Growing up on a farm, the carpentry tools we used most often were a hammer and large nails with which we pounded together two by four’s to contain energetic young cattle trying to escape from box stalls. If you didn’t construct the stalls, gates, or fences well, the cattle inevitably would break through the barrier into places you didn’t want them to be. I have been told that this habit that I formed in my growing up years is demonstrated in my general fix-it carpentry around the house – I tend to pound nails too hard or over-tighten things down. My wife sometimes uses this analogy to gently remind me in my conversations that I don’t have to “pound the nail through the wood!”

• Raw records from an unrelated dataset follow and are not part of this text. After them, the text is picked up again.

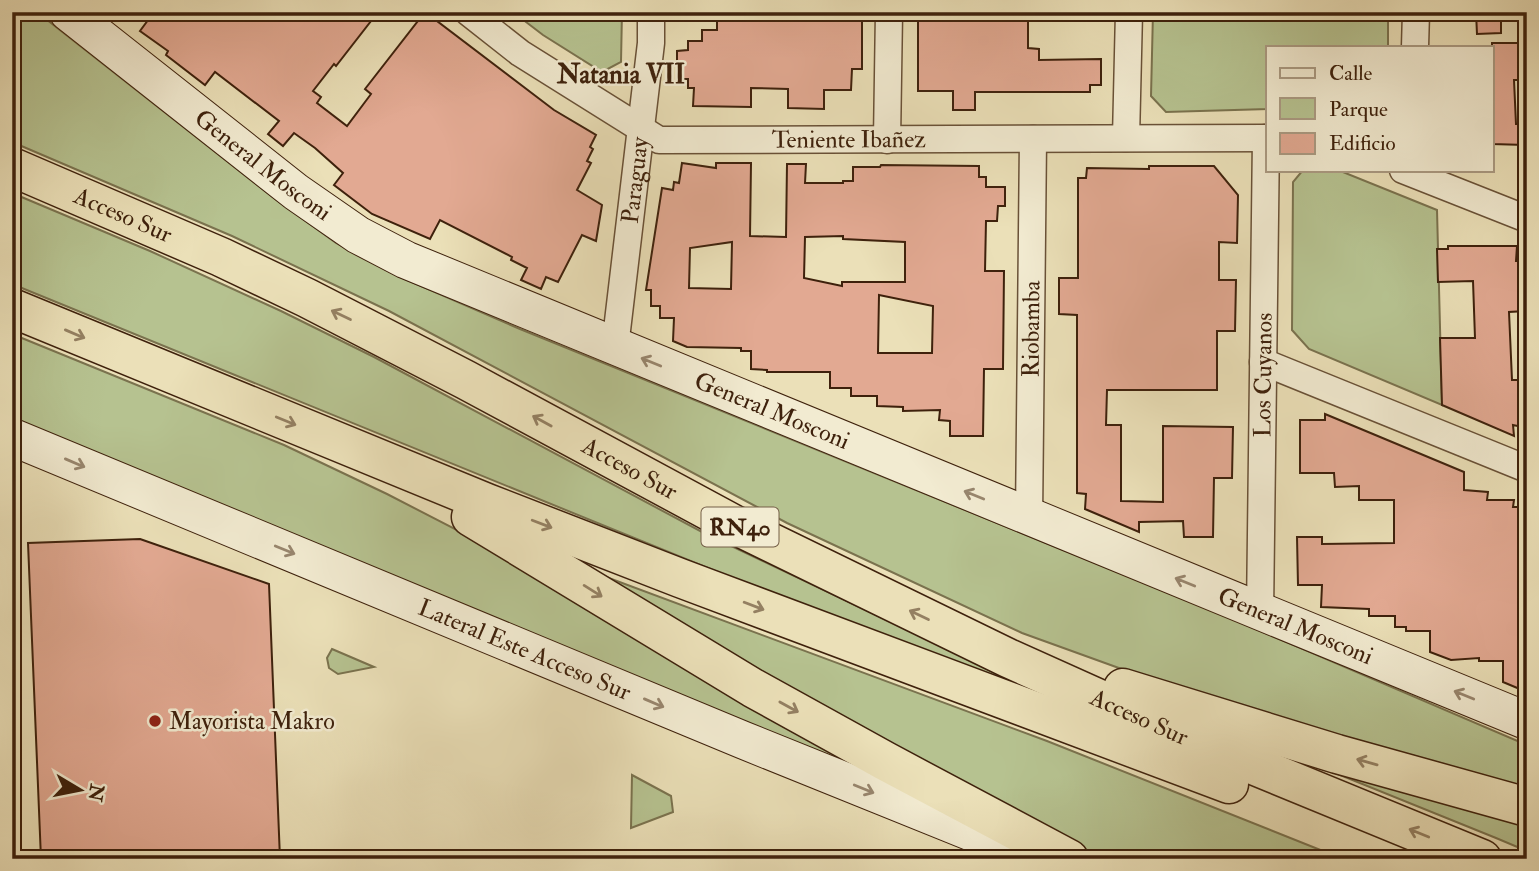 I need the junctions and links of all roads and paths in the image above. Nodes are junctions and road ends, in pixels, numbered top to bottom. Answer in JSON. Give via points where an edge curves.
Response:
{"nodes":[{"id":1,"x":68,"y":12,"type":"edge"},
{"id":2,"x":468,"y":12,"type":"edge"},
{"id":3,"x":651,"y":12,"type":"edge"},
{"id":4,"x":889,"y":12,"type":"edge"},
{"id":5,"x":1129,"y":12,"type":"edge"},
{"id":6,"x":1416,"y":12,"type":"edge"},
{"id":7,"x":1415,"y":46,"type":"edge"},
{"id":8,"x":641,"y":129,"type":"junction"},
{"id":9,"x":1126,"y":138,"type":"junction"},
{"id":10,"x":1266,"y":138,"type":"edge"},
{"id":11,"x":1033,"y":139,"type":"junction"},
{"id":12,"x":887,"y":140,"type":"junction"},
{"id":13,"x":12,"y":167,"type":"edge"},
{"id":14,"x":1267,"y":172,"type":"edge"},
{"id":15,"x":1411,"y":172,"type":"edge"},
{"id":16,"x":1527,"y":219,"type":"edge"},
{"id":17,"x":12,"y":308,"type":"edge"},
{"id":18,"x":615,"y":347,"type":"junction"},
{"id":19,"x":1264,"y":362,"type":"junction"},
{"id":20,"x":12,"y":437,"type":"edge"},
{"id":21,"x":344,"y":445,"type":"junction"},
{"id":22,"x":1527,"y":469,"type":"edge"},
{"id":23,"x":1028,"y":518,"type":"junction"},
{"id":24,"x":1260,"y":613,"type":"junction"},
{"id":25,"x":954,"y":632,"type":"junction"},
{"id":26,"x":1527,"y":721,"type":"edge"},
{"id":27,"x":1527,"y":807,"type":"edge"},
{"id":28,"x":1038,"y":859,"type":"edge"},
{"id":29,"x":1069,"y":859,"type":"edge"},
{"id":30,"x":1412,"y":859,"type":"edge"},
{"id":31,"x":1482,"y":859,"type":"edge"}],
"edges":[{"from":1,"to":18,"type":"street","name":"General Mosconi","via":[[296,192],[358,234],[406,260]]},
{"from":2,"to":8,"type":"street","name":"Teniente Ibañez","via":[[520,53]]},
{"from":3,"to":8,"type":"street","name":"Paraguay"},
{"from":4,"to":12,"type":"street"},
{"from":5,"to":9,"type":"street"},
{"from":6,"to":7,"type":"street"},
{"from":8,"to":12,"type":"street","name":"Teniente Ibañez","via":[[659,140]]},
{"from":8,"to":18,"type":"street","name":"Paraguay"},
{"from":9,"to":10,"type":"street","name":"Teniente Ibañez"},
{"from":9,"to":11,"type":"street","name":"Teniente Ibañez"},
{"from":11,"to":12,"type":"street","name":"Teniente Ibañez"},
{"from":11,"to":23,"type":"street","name":"Riobamba"},
{"from":25,"to":13,"type":"highway","name":"Acceso Sur","number":"RN40","one_way":true,"via":[[726,520],[344,316]]},
{"from":14,"to":19,"type":"street","name":"Los Cuyanos"},
{"from":15,"to":16,"type":"street"},
{"from":17,"to":21,"type":"highway","name":"Acceso Sur","one_way":true},
{"from":23,"to":18,"type":"street","name":"General Mosconi","one_way":true},
{"from":19,"to":22,"type":"street"},
{"from":19,"to":24,"type":"street","name":"Los Cuyanos"},
{"from":20,"to":28,"type":"street","name":"Lateral Este Acceso Sur","one_way":true},
{"from":21,"to":29,"type":"highway","one_way":true,"via":[[506,537],[753,688]]},
{"from":21,"to":30,"type":"highway","name":"Acceso Sur","one_way":true,"via":[[668,573],[1186,767]]},
{"from":24,"to":23,"type":"street","name":"General Mosconi","one_way":true},
{"from":26,"to":24,"type":"street","name":"General Mosconi","one_way":true},
{"from":27,"to":25,"type":"highway","one_way":true,"via":[[1337,754]]},
{"from":31,"to":25,"type":"highway","name":"Acceso Sur","number":"RN40","one_way":true,"via":[[1163,728]]}]}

Moralizing to kids in our care, and particularly to kids around faith matters, can be very detrimental in the same ways that over-pounding a nail or over-tightening a bolt can be. When we wrap up each Bible story neatly with the words “and so kids, don’t be like (fill in the blank)” we diminish what God is saying through the story and reduce Him to a formula. I recommend that you read this recent post on the Calvin Institute of Worship site about the problems of moralism versus faith formation. Although it is written for a church education context, I believe that there is much that applies to Christian day school education as well. Let’s allow room for the Spirit to touch hearts with the stories without needing to give a neat moral wrap-up.



Filed under classroom, early faith, student outcomes

2 responses to “Over-pounding

  1. Jennifer Tosch

    I believe we need to present God’s word to children and then step back and let God speak for Himself. Often, I think kids are better able to see God and understand than adults. Kids have not been jaded by the bad things in this world yet. They are able to commit in blind faith. Only God has perfect knowledge. He know what we need to know and how best to teach us. It is our job to share God’s word. It is God’s gift to explain it.

  2. Taryn Wilkens

    Thanks for this post; I really appreciate it. I that for myself, when I do a job, I want it done well. The thing I forget is that sometimes it just isn’t my responsibility to finish the job. Many times God calls us to just plant the seed and let Him finish the job. I’m going to be a teacher soon, and this is one lesson I need to remember! Thanks!